* **The task**
Which lines of the records contain the word "کانال"? Copy each one.

(Stored data entries)
--

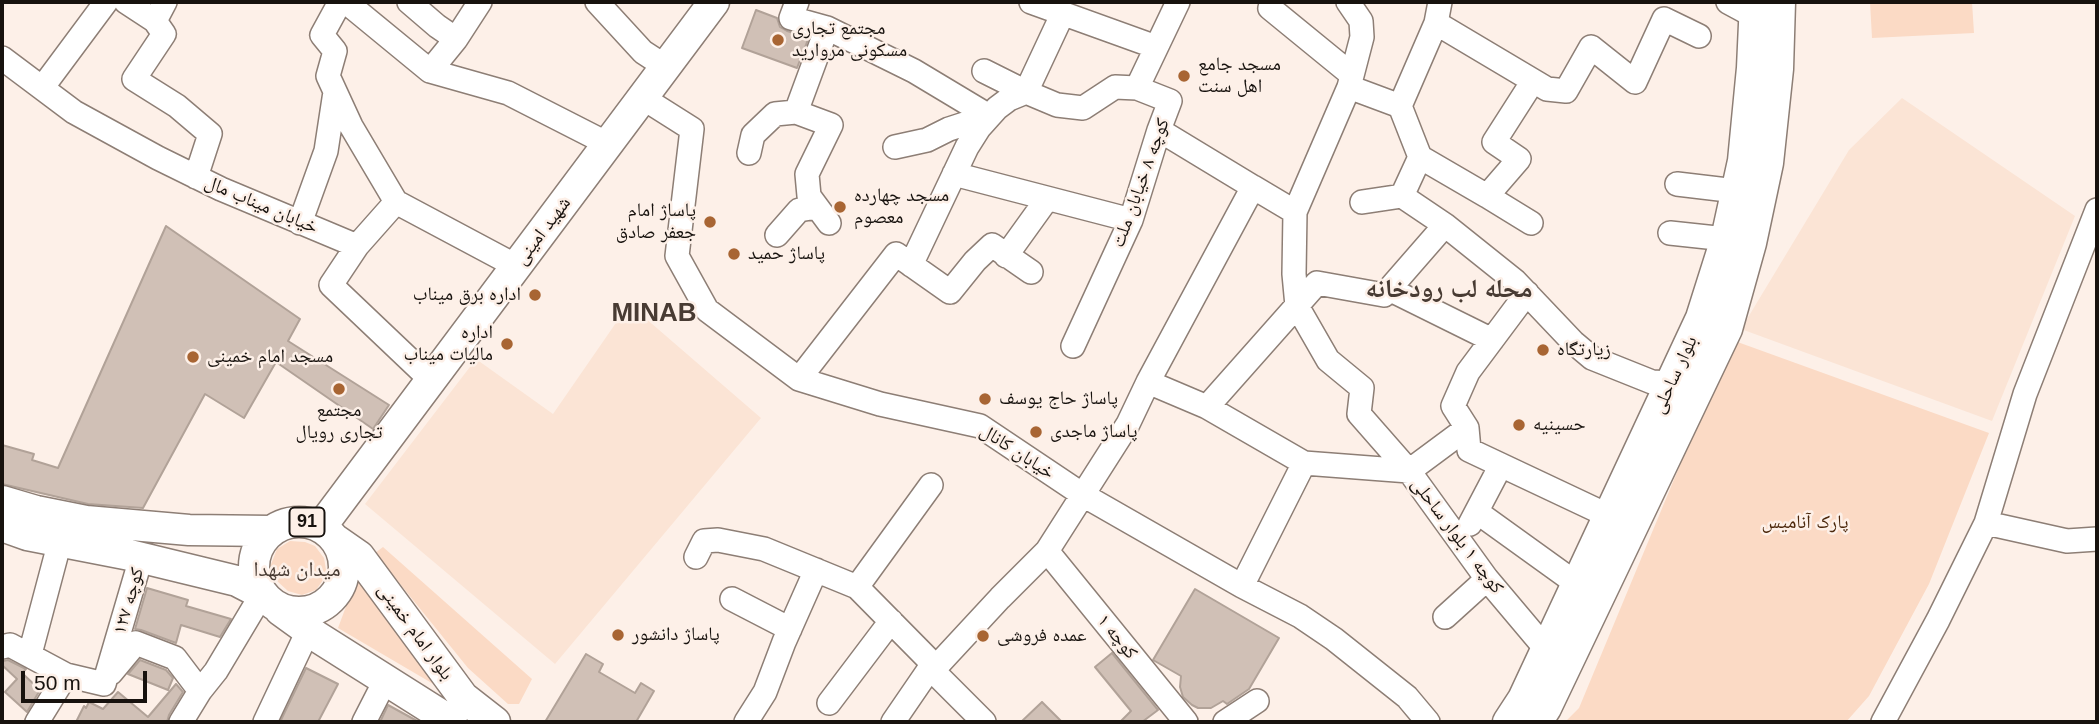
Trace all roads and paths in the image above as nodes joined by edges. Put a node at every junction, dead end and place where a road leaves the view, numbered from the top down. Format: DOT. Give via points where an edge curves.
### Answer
graph roads {
  1 [pos="106,2"];
  2 [pos="126,2"];
  3 [pos="340,2"];
  4 [pos="346,2"];
  5 [pos="409,2"];
  6 [pos="480,2"];
  7 [pos="597,2"];
  8 [pos="714,2"];
  9 [pos="797,2"];
  10 [pos="1031,2"];
  11 [pos="1178,2"];
  12 [pos="1272,2"];
  13 [pos="1348,2"];
  14 [pos="1728,2"];
  15 [pos="1763,6"];
  16 [pos="160,11"];
  17 [pos="1438,12"];
  18 [pos="1063,13"];
  19 [pos="827,28"];
  20 [pos="1699,36"];
  21 [pos="456,39"];
  22 [pos="1156,47"];
  23 [pos="2,58"];
  24 [pos="666,67"];
  25 [pos="429,71"];
  26 [pos="984,71"];
  27 [pos="1350,81"];
  28 [pos="1533,81"];
  29 [pos="42,88"];
  30 [pos="1137,88"];
  31 [pos="335,92"];
  32 [pos="1026,92"];
  33 [pos="643,98"];
  34 [pos="1399,106"];
  35 [pos="796,112"];
  36 [pos="989,116"];
  37 [pos="1159,130"];
  38 [pos="608,144"];
  39 [pos="895,147"];
  40 [pos="749,153"];
  41 [pos="1420,157"];
  42 [pos="954,174"];
  43 [pos="196,177"];
  44 [pos="1677,184"];
  45 [pos="1253,187"];
  46 [pos="1736,191"];
  47 [pos="1487,195"];
  48 [pos="1402,196"];
  49 [pos="1047,199"];
  50 [pos="396,202"];
  51 [pos="1362,202"];
  52 [pos="2097,210"];
  53 [pos="1295,212"];
  54 [pos="1131,220"];
  55 [pos="300,223"];
  56 [pos="1531,223"];
  57 [pos="1445,225"];
  58 [pos="1670,233"];
  59 [pos="777,235"];
  60 [pos="1726,239"];
  61 [pos="357,246"];
  62 [pos="1006,256"];
  63 [pos="911,265"];
  64 [pos="516,267"];
  65 [pos="1031,272"];
  66 [pos="1389,289"];
  67 [pos="1527,293"];
  68 [pos="1297,306"];
  69 [pos="1492,340"];
  70 [pos="1073,346"];
  71 [pos="799,379"];
  72 [pos="431,380"];
  73 [pos="1148,382"];
  74 [pos="1671,383"];
  75 [pos="1207,407"];
  76 [pos="1467,428"];
  77 [pos="1304,463"];
  78 [pos="1501,465"];
  79 [pos="1409,471"];
  80 [pos="931,485"];
  81 [pos="1083,495"];
  82 [pos="2,500"];
  83 [pos="1477,512"];
  84 [pos="1609,516"];
  85 [pos="1986,523"];
  86 [pos="2,526"];
  87 [pos="272,531"];
  88 [pos="328,533"];
  89 [pos="2097,539"];
  90 [pos="60,541"];
  91 [pos="1460,541"];
  92 [pos="1047,551"];
  93 [pos="696,557"];
  94 [pos="141,558"];
  95 [pos="816,570"];
  96 [pos="1488,579"];
  97 [pos="1577,584"];
  98 [pos="1242,586"];
  99 [pos="857,587"];
  100 [pos="732,599"];
  101 [pos="269,601"];
  102 [pos="1446,617"];
  103 [pos="891,621"];
  104 [pos="790,629"];
  105 [pos="309,631"];
  106 [pos="2,647"];
  107 [pos="1546,649"];
  108 [pos="30,654"];
  109 [pos="933,667"];
  110 [pos="66,675"];
  111 [pos="105,681"];
  112 [pos="385,681"];
  113 [pos="201,691"];
  114 [pos="1257,701"];
  115 [pos="829,703"];
  116 [pos="37,722"];
  117 [pos="181,722"];
  118 [pos="265,722"];
  119 [pos="364,722"];
  120 [pos="452,722"];
  121 [pos="495,722"];
  122 [pos="746,722"];
  123 [pos="893,722"];
  124 [pos="984,722"];
  125 [pos="1186,722"];
  126 [pos="1225,722"];
  127 [pos="1428,722"];
  128 [pos="1508,722"];
  129 [pos="1537,722"];
  130 [pos="1883,722"];
  1 -- 29 [label="street"];
  2 -- 16 [label="street"];
  3 -- 31 [label="street" via="322,35 335,51 328,76"];
  4 -- 25 [label="street"];
  5 -- 21 [label="street"];
  6 -- 21 [label="street"];
  7 -- 24 [label="street" via="643,52"];
  8 -- 24 [label="main road, شهید امینی"];
  9 -- 19 [label="street" via="791,18"];
  10 -- 18 [label="street"];
  11 -- 22 [label="street"];
  12 -- 27 [label="street" via="1270,8"];
  13 -- 27 [label="street" via="1361,21 1362,37"];
  14 -- 15 [label="street"];
  15 -- 46 [label="main road, بلوار ساحلی"];
  15 -- 129 [label="main road, بلوار ساحلی" via="1778,69 1768,163 1727,329"];
  16 -- 43 [label="street" via="164,34 134,79 210,134"];
  17 -- 28 [label="street"];
  17 -- 34 [label="street"];
  18 -- 22 [label="street"];
  18 -- 32 [label="street"];
  19 -- 35 [label="street"];
  19 -- 36 [label="street" via="914,71"];
  20 -- 28 [label="street" via="1664,19 1635,82 1591,47 1566,91 1547,89"];
  21 -- 25 [label="street"];
  22 -- 30 [label="street"];
  23 -- 29 [label="street, خیابان میناب مال"];
  24 -- 33 [label="main road, شهید امینی"];
  25 -- 38 [label="street" via="508,93"];
  26 -- 32 [label="street"];
  27 -- 34 [label="street"];
  27 -- 53 [label="street"];
  28 -- 47 [label="street" via="1494,142 1519,159"];
  29 -- 43 [label="street, خیابان میناب مال" via="74,112"];
  30 -- 32 [label="street" via="1115,87 1083,108 1056,105"];
  30 -- 37 [label="street, کوچه ۸ خیابان ملت" via="1170,102"];
  31 -- 50 [label="street"];
  31 -- 55 [label="street" via="326,151"];
  32 -- 36 [label="street"];
  33 -- 38 [label="main road, شهید امینی"];
  33 -- 71 [label="street, خیابان کانال" via="692,129 677,256 707,310"];
  34 -- 41 [label="street"];
  35 -- 40 [label="street" via="775,114 753,135"];
  35 -- 59 [label="street" via="831,125 807,174 809,196 823,215 799,210"];
  36 -- 39 [label="street"];
  36 -- 42 [label="street"];
  37 -- 45 [label="street"];
  37 -- 54 [label="street, کوچه ۸ خیابان ملت"];
  38 -- 64 [label="main road, شهید امینی"];
  41 -- 47 [label="street"];
  41 -- 48 [label="street"];
  42 -- 49 [label="street"];
  42 -- 63 [label="street"];
  43 -- 55 [label="street, خیابان میناب مال"];
  44 -- 46 [label="street"];
  45 -- 53 [label="street"];
  45 -- 73 [label="street"];
  46 -- 60 [label="main road, بلوار ساحلی"];
  47 -- 56 [label="street"];
  48 -- 51 [label="street"];
  48 -- 57 [label="street"];
  49 -- 54 [label="street"];
  49 -- 62 [label="street"];
  50 -- 61 [label="street"];
  50 -- 64 [label="street"];
  52 -- 85 [label="street" via="2025,394"];
  53 -- 68 [label="street"];
  54 -- 70 [label="street, کوچه ۸ خیابان ملت"];
  55 -- 61 [label="street, خیابان میناب مال"];
  57 -- 66 [label="street"];
  57 -- 67 [label="street"];
  58 -- 60 [label="street"];
  60 -- 74 [label="main road, بلوار ساحلی" via="1701,318"];
  61 -- 72 [label="street" via="331,285"];
  62 -- 63 [label="street" via="992,246 950,292"];
  62 -- 65 [label="street"];
  63 -- 71 [label="street" via="896,254"];
  64 -- 72 [label="main road, شهید امینی"];
  66 -- 68 [label="street" via="1384,295 1317,283"];
  66 -- 69 [label="street"];
  67 -- 69 [label="street"];
  67 -- 74 [label="street" via="1592,358 1652,382"];
  68 -- 75 [label="street"];
  68 -- 79 [label="street" via="1328,359 1362,387 1359,414"];
  69 -- 76 [label="street" via="1468,372 1453,406"];
  71 -- 81 [label="street, خیابان کانال" via="880,404 980,426"];
  72 -- 88 [label="main road, شهید امینی"];
  73 -- 75 [label="street"];
  73 -- 81 [label="street" via="1128,424"];
  74 -- 84 [label="main road, بلوار ساحلی"];
  75 -- 77 [label="street"];
  76 -- 78 [label="street" via="1469,450"];
  76 -- 79 [label="street"];
  77 -- 79 [label="street, کوچه ۱ بلوار ساحلی"];
  77 -- 98 [label="street"];
  78 -- 83 [label="street"];
  78 -- 84 [label="street"];
  79 -- 91 [label="street, کوچه ۱ بلوار ساحلی"];
  80 -- 99 [label="street"];
  81 -- 92 [label="street"];
  81 -- 98 [label="street, خیابان کانال"];
  82 -- 87 [label="main road, 91" via="86,521"];
  83 -- 91 [label="street"];
  83 -- 97 [label="street"];
  84 -- 97 [label="main road, بلوار ساحلی"];
  85 -- 89 [label="street" via="2067,541"];
  85 -- 130 [label="street"];
  86 -- 90 [label="main road, 91"];
  87 -- 88 [label="main road, 91" via="309,522"];
  87 -- 101 [label="main road, 91" via="262,541 253,568"];
  88 -- 101 [label="main road, 91" via="343,554 345,569 334,597 307,612 292,612"];
  88 -- 121 [label="main road, بلوار امام خمینی / 91" via="359,556 463,697"];
  90 -- 94 [label="main road, 91"];
  90 -- 108 [label="street"];
  91 -- 96 [label="street, کوچه ۱ بلوار ساحلی"];
  92 -- 109 [label="street"];
  92 -- 125 [label="street, کوچه ۱"];
  93 -- 95 [label="street" via="704,541 718,540 764,549"];
  94 -- 101 [label="main road, 91" via="237,581"];
  94 -- 111 [label="street, کوچه ۱۲۷"];
  95 -- 99 [label="street"];
  95 -- 104 [label="street"];
  96 -- 102 [label="street"];
  96 -- 107 [label="street, کوچه ۱ بلوار ساحلی"];
  97 -- 107 [label="main road, بلوار ساحلی"];
  98 -- 127 [label="street, خیابان کانال" via="1334,639 1407,697"];
  99 -- 103 [label="street"];
  100 -- 104 [label="street"];
  101 -- 105 [label="main road, بلوار امام خمینی / 91"];
  101 -- 113 [label="street"];
  103 -- 109 [label="street"];
  103 -- 115 [label="street"];
  104 -- 122 [label="street" via="765,692"];
  105 -- 112 [label="main road, بلوار امام خمینی / 91"];
  105 -- 118 [label="street"];
  106 -- 108 [label="street" via="10,645"];
  107 -- 128 [label="main road, بلوار ساحلی"];
  108 -- 110 [label="street"];
  109 -- 123 [label="street"];
  109 -- 124 [label="street"];
  110 -- 111 [label="street"];
  110 -- 116 [label="street"];
  111 -- 113 [label="street" via="136,643 175,658"];
  112 -- 119 [label="street"];
  112 -- 120 [label="main road, بلوار امام خمینی / 91"];
  113 -- 117 [label="street"];
  114 -- 126 [label="street"];
}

--

* **Answer space**
  33 -- 71 [label="street, خیابان کانال" via="692,129 677,256 707,310"];
  71 -- 81 [label="street, خیابان کانال" via="880,404 980,426"];
  81 -- 98 [label="street, خیابان کانال"];
  98 -- 127 [label="street, خیابان کانال" via="1334,639 1407,697"];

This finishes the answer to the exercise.